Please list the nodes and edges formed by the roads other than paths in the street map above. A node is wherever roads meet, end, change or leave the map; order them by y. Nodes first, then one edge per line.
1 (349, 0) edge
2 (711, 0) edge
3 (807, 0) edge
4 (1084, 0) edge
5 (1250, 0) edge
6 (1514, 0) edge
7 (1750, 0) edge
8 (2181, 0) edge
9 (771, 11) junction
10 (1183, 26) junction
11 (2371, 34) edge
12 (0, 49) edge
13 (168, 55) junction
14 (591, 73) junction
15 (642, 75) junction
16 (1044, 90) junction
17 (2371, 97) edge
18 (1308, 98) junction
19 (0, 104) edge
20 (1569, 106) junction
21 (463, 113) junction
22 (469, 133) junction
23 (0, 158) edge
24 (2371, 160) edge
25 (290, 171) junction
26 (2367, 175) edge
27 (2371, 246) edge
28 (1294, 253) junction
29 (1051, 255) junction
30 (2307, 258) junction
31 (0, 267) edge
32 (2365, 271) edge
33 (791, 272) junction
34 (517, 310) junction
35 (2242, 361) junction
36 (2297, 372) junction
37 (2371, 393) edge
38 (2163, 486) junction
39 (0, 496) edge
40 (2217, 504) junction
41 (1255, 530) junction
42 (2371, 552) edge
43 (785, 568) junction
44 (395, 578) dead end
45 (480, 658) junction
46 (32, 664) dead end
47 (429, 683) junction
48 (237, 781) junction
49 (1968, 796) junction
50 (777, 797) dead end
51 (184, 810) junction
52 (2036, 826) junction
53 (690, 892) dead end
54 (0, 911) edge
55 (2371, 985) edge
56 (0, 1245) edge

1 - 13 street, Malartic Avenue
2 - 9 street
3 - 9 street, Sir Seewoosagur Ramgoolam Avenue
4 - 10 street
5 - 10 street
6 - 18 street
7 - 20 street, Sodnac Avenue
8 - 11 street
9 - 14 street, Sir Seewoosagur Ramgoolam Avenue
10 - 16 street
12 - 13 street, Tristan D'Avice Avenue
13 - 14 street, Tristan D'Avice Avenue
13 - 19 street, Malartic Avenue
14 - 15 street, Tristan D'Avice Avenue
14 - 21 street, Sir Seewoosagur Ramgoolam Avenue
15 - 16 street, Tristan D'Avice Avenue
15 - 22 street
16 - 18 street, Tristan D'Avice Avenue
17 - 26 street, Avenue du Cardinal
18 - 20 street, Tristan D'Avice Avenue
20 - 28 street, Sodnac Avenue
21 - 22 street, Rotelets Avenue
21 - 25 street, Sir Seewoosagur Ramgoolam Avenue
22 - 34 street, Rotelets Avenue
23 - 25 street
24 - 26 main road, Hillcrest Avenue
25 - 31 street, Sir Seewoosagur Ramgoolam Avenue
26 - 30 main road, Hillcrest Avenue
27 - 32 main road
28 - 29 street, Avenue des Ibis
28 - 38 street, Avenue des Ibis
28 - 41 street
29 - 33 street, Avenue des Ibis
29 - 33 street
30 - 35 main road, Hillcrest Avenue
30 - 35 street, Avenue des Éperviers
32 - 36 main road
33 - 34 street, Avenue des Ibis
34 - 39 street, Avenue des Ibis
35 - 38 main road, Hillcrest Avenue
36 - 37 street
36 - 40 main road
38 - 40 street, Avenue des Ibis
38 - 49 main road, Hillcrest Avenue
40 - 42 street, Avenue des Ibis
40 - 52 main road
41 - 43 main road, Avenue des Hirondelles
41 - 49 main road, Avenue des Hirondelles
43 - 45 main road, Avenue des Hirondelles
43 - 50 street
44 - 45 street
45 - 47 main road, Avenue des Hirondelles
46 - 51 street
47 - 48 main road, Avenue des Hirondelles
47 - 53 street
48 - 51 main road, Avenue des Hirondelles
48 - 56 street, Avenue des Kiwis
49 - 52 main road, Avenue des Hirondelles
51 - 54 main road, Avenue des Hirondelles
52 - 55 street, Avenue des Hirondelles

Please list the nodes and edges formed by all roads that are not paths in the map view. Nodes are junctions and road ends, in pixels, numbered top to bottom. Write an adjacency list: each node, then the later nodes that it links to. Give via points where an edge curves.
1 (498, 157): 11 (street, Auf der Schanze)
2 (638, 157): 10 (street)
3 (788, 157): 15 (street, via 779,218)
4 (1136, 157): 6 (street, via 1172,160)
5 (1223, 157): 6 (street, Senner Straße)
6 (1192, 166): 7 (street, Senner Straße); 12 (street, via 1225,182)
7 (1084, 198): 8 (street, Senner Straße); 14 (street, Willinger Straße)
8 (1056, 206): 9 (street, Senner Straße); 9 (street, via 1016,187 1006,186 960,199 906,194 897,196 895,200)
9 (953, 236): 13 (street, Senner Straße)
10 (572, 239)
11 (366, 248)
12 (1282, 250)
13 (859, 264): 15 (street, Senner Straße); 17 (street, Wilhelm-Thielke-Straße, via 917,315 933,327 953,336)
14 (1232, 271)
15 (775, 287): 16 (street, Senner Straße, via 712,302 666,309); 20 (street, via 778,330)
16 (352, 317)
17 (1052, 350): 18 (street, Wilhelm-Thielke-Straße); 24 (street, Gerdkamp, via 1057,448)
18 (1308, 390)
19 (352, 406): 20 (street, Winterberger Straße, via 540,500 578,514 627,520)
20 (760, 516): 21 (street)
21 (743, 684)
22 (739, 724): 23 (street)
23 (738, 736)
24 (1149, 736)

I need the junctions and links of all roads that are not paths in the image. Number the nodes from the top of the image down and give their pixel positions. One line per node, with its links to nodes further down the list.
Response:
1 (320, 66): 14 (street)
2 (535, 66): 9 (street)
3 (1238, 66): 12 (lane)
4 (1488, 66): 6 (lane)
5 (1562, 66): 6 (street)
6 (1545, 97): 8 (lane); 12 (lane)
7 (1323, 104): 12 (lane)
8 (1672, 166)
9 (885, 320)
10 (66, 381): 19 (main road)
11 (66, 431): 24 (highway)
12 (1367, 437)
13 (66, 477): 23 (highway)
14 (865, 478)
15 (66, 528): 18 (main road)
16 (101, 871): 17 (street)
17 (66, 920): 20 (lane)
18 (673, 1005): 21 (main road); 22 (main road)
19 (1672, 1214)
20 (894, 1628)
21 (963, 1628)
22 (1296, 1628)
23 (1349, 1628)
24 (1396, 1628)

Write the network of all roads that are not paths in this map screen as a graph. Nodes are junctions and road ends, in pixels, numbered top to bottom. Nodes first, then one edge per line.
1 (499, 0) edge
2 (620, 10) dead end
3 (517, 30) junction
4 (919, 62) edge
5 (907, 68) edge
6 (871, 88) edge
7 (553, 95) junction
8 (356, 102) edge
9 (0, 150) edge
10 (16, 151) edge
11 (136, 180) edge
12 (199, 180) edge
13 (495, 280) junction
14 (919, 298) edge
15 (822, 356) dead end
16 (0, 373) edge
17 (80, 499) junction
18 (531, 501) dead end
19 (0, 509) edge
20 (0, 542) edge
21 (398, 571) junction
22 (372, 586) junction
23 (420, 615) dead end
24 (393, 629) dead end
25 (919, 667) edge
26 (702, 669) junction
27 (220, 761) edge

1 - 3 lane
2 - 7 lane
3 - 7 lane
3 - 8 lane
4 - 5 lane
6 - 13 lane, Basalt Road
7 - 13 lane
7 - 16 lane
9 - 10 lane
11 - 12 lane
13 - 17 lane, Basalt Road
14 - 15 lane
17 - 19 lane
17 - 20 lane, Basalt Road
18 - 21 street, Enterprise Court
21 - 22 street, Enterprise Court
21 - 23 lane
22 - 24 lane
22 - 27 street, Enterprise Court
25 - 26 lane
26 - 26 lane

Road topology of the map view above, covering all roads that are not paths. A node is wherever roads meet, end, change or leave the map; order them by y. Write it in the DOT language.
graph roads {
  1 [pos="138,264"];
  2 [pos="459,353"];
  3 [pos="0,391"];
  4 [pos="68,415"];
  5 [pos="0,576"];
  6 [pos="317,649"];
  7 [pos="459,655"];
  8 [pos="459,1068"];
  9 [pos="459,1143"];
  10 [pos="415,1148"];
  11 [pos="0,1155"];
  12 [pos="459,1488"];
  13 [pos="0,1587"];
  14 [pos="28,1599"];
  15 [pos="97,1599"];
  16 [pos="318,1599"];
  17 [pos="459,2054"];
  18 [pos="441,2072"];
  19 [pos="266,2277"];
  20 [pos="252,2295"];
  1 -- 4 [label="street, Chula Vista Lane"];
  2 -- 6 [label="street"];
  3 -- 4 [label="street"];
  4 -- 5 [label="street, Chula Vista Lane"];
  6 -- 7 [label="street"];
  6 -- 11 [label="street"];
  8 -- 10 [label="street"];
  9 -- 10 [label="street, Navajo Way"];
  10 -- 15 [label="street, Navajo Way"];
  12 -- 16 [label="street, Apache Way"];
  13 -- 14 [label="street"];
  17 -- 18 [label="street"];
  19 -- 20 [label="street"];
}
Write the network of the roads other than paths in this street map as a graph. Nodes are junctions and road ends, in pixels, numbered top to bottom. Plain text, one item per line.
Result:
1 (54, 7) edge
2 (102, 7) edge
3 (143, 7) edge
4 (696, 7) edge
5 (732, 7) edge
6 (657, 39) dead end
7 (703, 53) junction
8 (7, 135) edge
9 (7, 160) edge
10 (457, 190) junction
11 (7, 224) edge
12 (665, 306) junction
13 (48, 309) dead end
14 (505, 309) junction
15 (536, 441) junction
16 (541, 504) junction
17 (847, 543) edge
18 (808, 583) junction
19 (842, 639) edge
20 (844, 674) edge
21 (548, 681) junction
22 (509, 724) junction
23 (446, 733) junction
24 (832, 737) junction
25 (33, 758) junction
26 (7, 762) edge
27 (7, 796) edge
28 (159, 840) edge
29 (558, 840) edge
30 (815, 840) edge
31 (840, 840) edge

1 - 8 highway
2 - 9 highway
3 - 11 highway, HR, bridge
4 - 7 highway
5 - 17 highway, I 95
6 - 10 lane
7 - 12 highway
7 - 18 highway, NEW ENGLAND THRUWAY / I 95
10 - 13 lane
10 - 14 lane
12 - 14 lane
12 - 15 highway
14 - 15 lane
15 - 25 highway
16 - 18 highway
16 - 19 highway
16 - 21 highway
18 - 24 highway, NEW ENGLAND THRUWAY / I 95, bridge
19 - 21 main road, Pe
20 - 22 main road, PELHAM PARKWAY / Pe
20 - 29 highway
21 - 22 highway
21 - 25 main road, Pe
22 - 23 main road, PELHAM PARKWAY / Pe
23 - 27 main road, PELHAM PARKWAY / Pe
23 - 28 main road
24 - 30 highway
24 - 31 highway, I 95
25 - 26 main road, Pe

§ Work required
What is the number of lines in the records that include the word "Vista"? Answer with that number only.

§ Response to this exercise
2